Sotalol: Renal excretion; dose adjustment required in renal impairment.
Therapeutic drug monitoring is important for agents like digoxin and quinidine to prevent toxicity.
Proarrhythmic and Toxic Effects
A major limitation of antiarrhythmic drugs is their proarrhythmic potential — they may induce new or worsen existing arrhythmias.
Class I and III: QT prolongation → torsades de pointes.
Class IC: Ventricular arrhythmias in structural heart disease.
Amiodarone: Multiorgan toxicity.
These risks can be minimized by careful selection, ECG monitoring, and dose titration.
Therapeutic Strategies and Clinical Use
Atrial fibrillation: β-blockers, calcium channel blockers, amiodarone, or flecainide.
Ventricular tachycardia: Amiodarone, lidocaine, or sotalol.
Supraventricular tachycardia: Adenosine, verapamil, or β-blockers.
Prevention of sudden cardiac death: Amiodarone or implantable cardioverter-defibrillator (ICD).
Non-pharmacological therapies (ICDs, ablation) are often superior in refractory or high-risk patients.
Conclusion
The clinical pharmacology of antiarrhythmic drugs requires a precise understanding of cardiac electrophysiology and careful therapeutic monitoring.

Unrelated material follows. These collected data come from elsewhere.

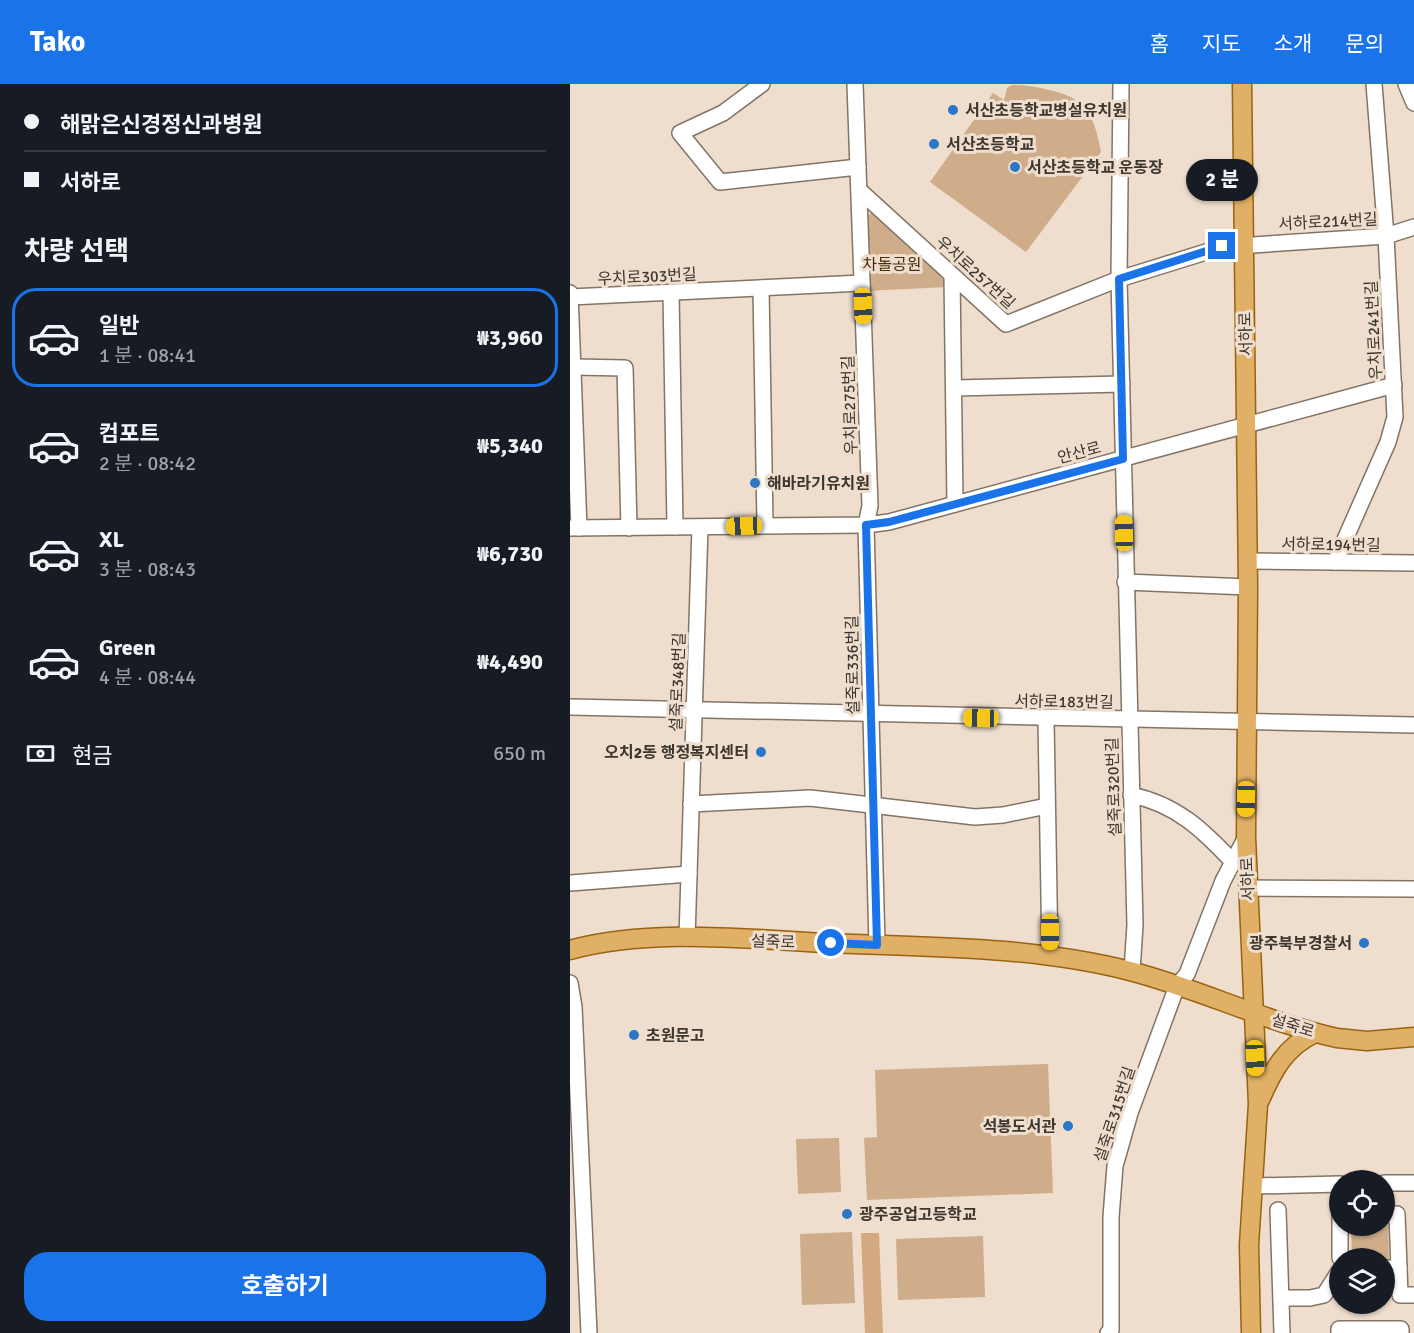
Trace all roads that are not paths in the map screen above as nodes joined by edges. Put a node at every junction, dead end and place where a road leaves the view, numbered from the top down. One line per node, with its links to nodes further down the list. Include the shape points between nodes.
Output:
1 (762, 84): 8 (street, via 723,112 680,133 720,182)
2 (855, 84): 8 (street, 우치로275번길)
3 (1121, 84): 14 (street)
4 (1242, 84): 12 (main road, 서하로)
5 (1374, 84): 11 (street, 우치로241번길)
6 (1406, 84): 7 (street)
7 (1414, 103)
8 (858, 167): 9 (street, 우치로275번길)
9 (859, 190): 13 (street, 우치로257번길); 15 (street, 우치로275번길)
10 (1414, 227): 11 (street, 서하로214번길)
11 (1386, 236): 12 (street, 서하로214번길); 21 (street, 우치로241번길)
12 (1242, 243): 14 (street); 24 (main road, 서하로)
13 (952, 276): 14 (street, 우치로257번길, via 1006,324); 22 (street)
14 (1119, 279): 20 (street)
15 (862, 283): 16 (street); 29 (street, 우치로275번길, via 870,506)
16 (761, 288): 17 (street, 우치로303번길); 28 (street)
17 (671, 293): 18 (street, 우치로303번길); 30 (street)
18 (571, 296): 19 (street, 우치로303번길)
19 (575, 367): 23 (street, 우치로303번길); 33 (street, via 625,368)
20 (1122, 384): 22 (street); 26 (street)
21 (1394, 385): 24 (street); 35 (street, 우치로241번길, via 1394,426)
22 (955, 388): 27 (street)
23 (573, 403): 25 (street, 우치로303번길)
24 (1247, 425): 26 (street, 안산로); 34 (main road, 서하로)
25 (574, 458): 32 (street, 우치로303번길)
26 (1123, 459): 27 (street, 안산로); 37 (street, 설죽로320번길)
27 (955, 504): 29 (street, 안산로)
28 (765, 525): 29 (street, 안산로); 31 (street, 안산로)
29 (866, 525): 41 (street, 설죽로336번길)
30 (675, 527): 31 (street, 안산로); 33 (street, 안산로)
31 (700, 527): 40 (street, 설죽로348번길)
32 (575, 528): 33 (street, 안산로)
33 (629, 528)
34 (1248, 561): 35 (street, 서하로194번길); 38 (main road, 서하로)
35 (1335, 562): 36 (street, 서하로194번길)
36 (1414, 563)
37 (1125, 582): 38 (street); 43 (street, 설죽로320번길)
38 (1248, 587): 44 (main road, 서하로)
39 (570, 707): 40 (street, 서하로183번길)
40 (694, 711): 41 (street, 서하로183번길); 47 (street, 설죽로348번길)
41 (871, 716): 42 (street, 서하로183번길); 48 (street, 설죽로336번길)
42 (1046, 719): 43 (street, 서하로183번길); 49 (street)
43 (1129, 720): 44 (street, 서하로183번길); 46 (street, 설죽로320번길)
44 (1247, 723): 45 (street, 서하로183번길); 50 (main road, 서하로)
45 (1414, 725)
46 (1131, 795): 51 (street, via 1173,808); 60 (street, 설죽로320번길, via 1135,925)
47 (691, 804): 48 (street, via 796,797); 52 (street, 설죽로348번길)
48 (873, 805): 49 (street, via 975,817); 57 (street, 설죽로336번길)
49 (1047, 806): 59 (street)
50 (1246, 837): 51 (street); 54 (main road, 서하로)
51 (1233, 862): 62 (street, via 1187,974)
52 (689, 874): 53 (street); 56 (street, 설죽로348번길)
53 (570, 883)
54 (1248, 888): 55 (street); 63 (main road, 서하로)
55 (1414, 889)
56 (687, 938): 57 (main road, 설죽로); 58 (main road, 설죽로, via 619,939)
57 (877, 945): 59 (main road, 설죽로)
58 (570, 950)
59 (1050, 956): 60 (main road, 설죽로)
60 (1132, 971): 62 (main road, 설죽로)
61 (570, 983): 79 (street)
62 (1177, 986): 63 (main road, 설죽로); 78 (street, 설죽로315번길, via 1114,1166)
63 (1252, 1012): 64 (main road, 설죽로); 66 (main road, 서하로)
64 (1315, 1033): 65 (main road, 설죽로, via 1367,1041); 66 (main road, via 1284,1054)
65 (1414, 1037)
66 (1258, 1104): 70 (main road, 서하로)
67 (1414, 1183): 69 (street)
68 (1329, 1184): 70 (street)
69 (1395, 1184)
70 (1254, 1186): 80 (main road, 서하로, via 1249,1245)
71 (1278, 1210): 77 (street)
72 (1395, 1214): 73 (street)
73 (1395, 1236)
74 (1395, 1278): 76 (street, via 1400,1295)
75 (1329, 1286): 77 (street, via 1324,1294 1310,1298)
76 (1414, 1295)
77 (1281, 1298): 81 (street)
78 (1111, 1332)
79 (589, 1333)
80 (1251, 1333)
81 (1282, 1333)
82 (1339, 1333): 83 (street, via 1339,1329 1401,1329)
83 (1401, 1333)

Although these agents can restore and maintain sinus rhythm, their use must balance efficacy with the risk of adverse and proarrhythmic effects. Personalized therapy guided by patient comorbidities and ECG monitoring remains the cornerstone in managing arrhythmias. Advances in molecular cardiology and the development of safer agents continue to refine antiarrhythmic therapy, reducing toxicity and improving rhythm control.
References
Brunton, L. L., Hilal-Dandan, R., & Knollmann, B. C. (2022). Goodman & Gilman’s The Pharmacological Basis of Therapeutics (14th ed.). McGraw-Hill Education.
Katzung, B. G., Vanderah, T. W., & Trevor, A. J. (2023). Basic and Clinical Pharmacology (16th ed.). McGraw-Hill Education.

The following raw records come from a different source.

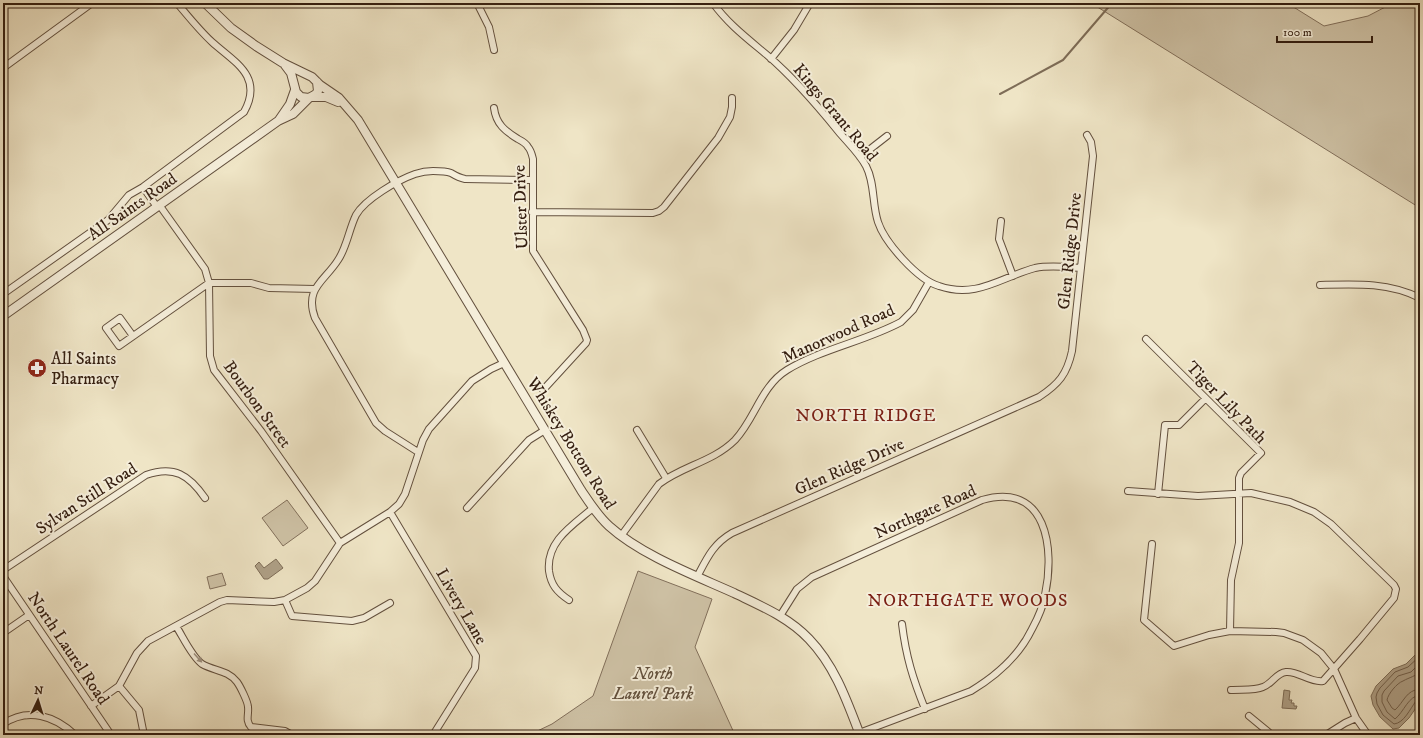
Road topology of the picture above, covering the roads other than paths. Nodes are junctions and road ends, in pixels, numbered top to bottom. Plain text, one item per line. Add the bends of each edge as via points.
1 (92, 3) edge
2 (177, 3) edge
3 (205, 3) edge
4 (477, 3) edge
5 (713, 3) edge
6 (810, 3) edge
7 (494, 50) dead end
8 (771, 59) junction
9 (283, 63) junction
10 (3, 68) edge
11 (308, 76) junction
12 (317, 82) junction
13 (295, 87) junction
14 (311, 98) junction
15 (732, 98) dead end
16 (346, 106) junction
17 (494, 108) dead end
18 (278, 121) junction
19 (1087, 135) dead end
20 (887, 136) dead end
21 (860, 157) junction
22 (533, 180) junction
23 (396, 183) junction
24 (143, 187) junction
25 (158, 206) junction
26 (532, 212) junction
27 (1001, 221) dead end
28 (1081, 268) junction
29 (1014, 276) junction
30 (929, 282) junction
31 (209, 283) junction
32 (1320, 285) dead end
33 (315, 289) junction
34 (3, 294) edge
35 (1420, 298) edge
36 (3, 316) edge
37 (133, 336) junction
38 (1146, 340) dead end
39 (504, 363) junction
40 (543, 390) dead end
41 (1205, 399) junction
42 (545, 430) junction
43 (637, 430) dead end
44 (418, 452) junction
45 (666, 478) junction
46 (1128, 491) dead end
47 (1238, 493) junction
48 (1158, 494) junction
49 (205, 498) dead end
50 (467, 508) dead end
51 (593, 508) junction
52 (390, 512) junction
53 (621, 536) junction
54 (340, 544) junction
55 (1152, 544) dead end
56 (3, 570) edge
57 (3, 576) edge
58 (697, 577) junction
59 (285, 600) junction
60 (569, 600) dead end
61 (390, 602) dead end
62 (29, 615) junction
63 (780, 616) junction
64 (902, 624) dead end
65 (176, 626) junction
66 (1230, 631) junction
67 (3, 633) edge
68 (1334, 669) junction
69 (120, 686) junction
70 (1232, 690) dead end
71 (91, 706) junction
72 (925, 709) junction
73 (1249, 716) dead end
74 (1356, 718) junction
75 (3, 724) edge
76 (859, 734) edge
77 (75, 735) edge
78 (112, 735) edge
79 (144, 735) edge
80 (292, 735) edge
81 (433, 735) edge
82 (1272, 735) edge
83 (1326, 735) edge
84 (1368, 735) edge

1 - 10 street
2 - 24 street via 212,42 244,69 250,98 244,112 238,118
3 - 9 street via 231,28
4 - 7 street via 489,27
5 - 8 street, Kings Grant Road via 733,26
6 - 8 street via 794,30
8 - 21 street, Kings Grant Road via 805,91
9 - 11 street
9 - 13 street via 292,73
11 - 12 street
11 - 13 street via 299,78
12 - 14 street via 318,90
12 - 16 street, Whiskey Bottom Road
13 - 14 street via 301,97
13 - 18 street, All Saints Road via 290,104
14 - 16 street, Whiskey Bottom Road via 326,97
14 - 18 street, All Saints Road via 293,114
15 - 26 street via 730,117 718,138 659,211
16 - 23 street, Whiskey Bottom Road via 358,120
17 - 22 street, Ulster Drive via 496,120 504,130 528,147 533,159
18 - 25 street, All Saints Road
19 - 28 street, Glen Ridge Drive via 1093,156
20 - 21 street
21 - 30 street, Kings Grant Road via 870,175 881,229 911,268
22 - 23 street via 465,179 451,173 429,172 416,173
22 - 26 street, Ulster Drive
23 - 33 street via 362,206 340,256
23 - 39 street, Whiskey Bottom Road
24 - 25 street, Bourbon Street
24 - 34 street via 129,195 108,220
25 - 31 street, Bourbon Street via 205,269
25 - 36 street, All Saints Road
26 - 40 street, Ulster Drive via 533,251 587,340
27 - 29 street via 999,238
28 - 29 street, Kings Grant Road via 1038,268
28 - 58 street, Glen Ridge Drive via 1069,364 1059,383 1050,391 732,533 714,548
29 - 30 street, Kings Grant Road via 985,287 963,290
30 - 45 street, Manorwood Road via 913,310 902,322 785,371 771,383 749,422 731,443 710,459
31 - 33 street via 251,283 269,288
31 - 37 street
31 - 54 street, Bourbon Street via 210,356 214,370 261,431
32 - 35 street via 1376,285 1401,290
33 - 44 street via 312,301 315,318 376,423
37 - 37 street via 119,346 106,328 120,318
38 - 41 street, Tiger Lily Path
39 - 42 street, Whiskey Bottom Road
39 - 44 street via 472,381 430,429
41 - 47 street, Tiger Lily Path via 1261,453 1241,473
41 - 48 street via 1179,425 1165,425
42 - 50 street via 529,440
42 - 51 street, Whiskey Bottom Road
43 - 45 street
44 - 52 street via 405,494
45 - 53 street, Manorwood Road via 653,491
46 - 48 street
47 - 48 street via 1198,496
47 - 66 street, Tiger Lily Path via 1239,543 1232,580
47 - 68 street via 1278,498 1323,518 1394,585 1394,598
49 - 56 street, Sylvan Still Road via 195,484 181,474 162,471 146,475
51 - 53 street, Whiskey Bottom Road via 604,522
51 - 60 street via 561,536 550,554 548,564 552,583 555,590
52 - 54 street
52 - 81 street, Livery Lane via 476,656 475,668
53 - 58 street, Whiskey Bottom Road via 635,546
54 - 59 street via 315,581
55 - 66 street via 1144,620 1174,646
57 - 62 street, North Laurel Road
58 - 63 street, Whiskey Bottom Road
59 - 61 street via 292,616 352,621 364,618
59 - 65 street via 227,600
62 - 67 street
62 - 71 street, North Laurel Road
63 - 72 street, Northgate Road via 797,589 812,577 975,504 1002,497 1020,501 1028,506 1037,513 1042,522 1047,538 1048,560 1045,595 1032,630 1010,660 985,683
63 - 76 street, Whiskey Bottom Road via 809,639 833,672
64 - 72 street via 910,670
65 - 69 street via 142,647
65 -> 80 street via 201,663 222,670 236,681 248,707 247,718 252,727 285,731
66 - 68 street via 1276,632 1303,640 1327,659
68 - 70 street via 1323,681 1285,672 1263,687
68 - 74 street
69 - 71 street
69 - 79 street via 139,710
71 - 78 street, North Laurel Road
72 - 76 street, Northgate Road
73 - 82 street
74 - 83 street
74 - 84 street
75 - 77 street via 18,716 37,716 56,720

Rang, H. P., Dale, M. M., Ritter, J. M., Flower, R. J., & Henderson, G. (2021). Rang and Dale’s Pharmacology (9th ed.). Elsevier.
Hoffman, B. F., & Rosen, M. R. (2019). Electrophysiology of the Heart (5th ed.). Oxford University Press.
Vaughan Williams, E. M. (1970). Classification of antiarrhythmic actions reassessed after a decade of new drugs. Journal of Clinical Pharmacology, 10(5), 130–147.
Zipes, D. P., & Jalife, J. (2018). Cardiac Electrophysiology: From Cell to Bedside (7th ed.). Elsevier.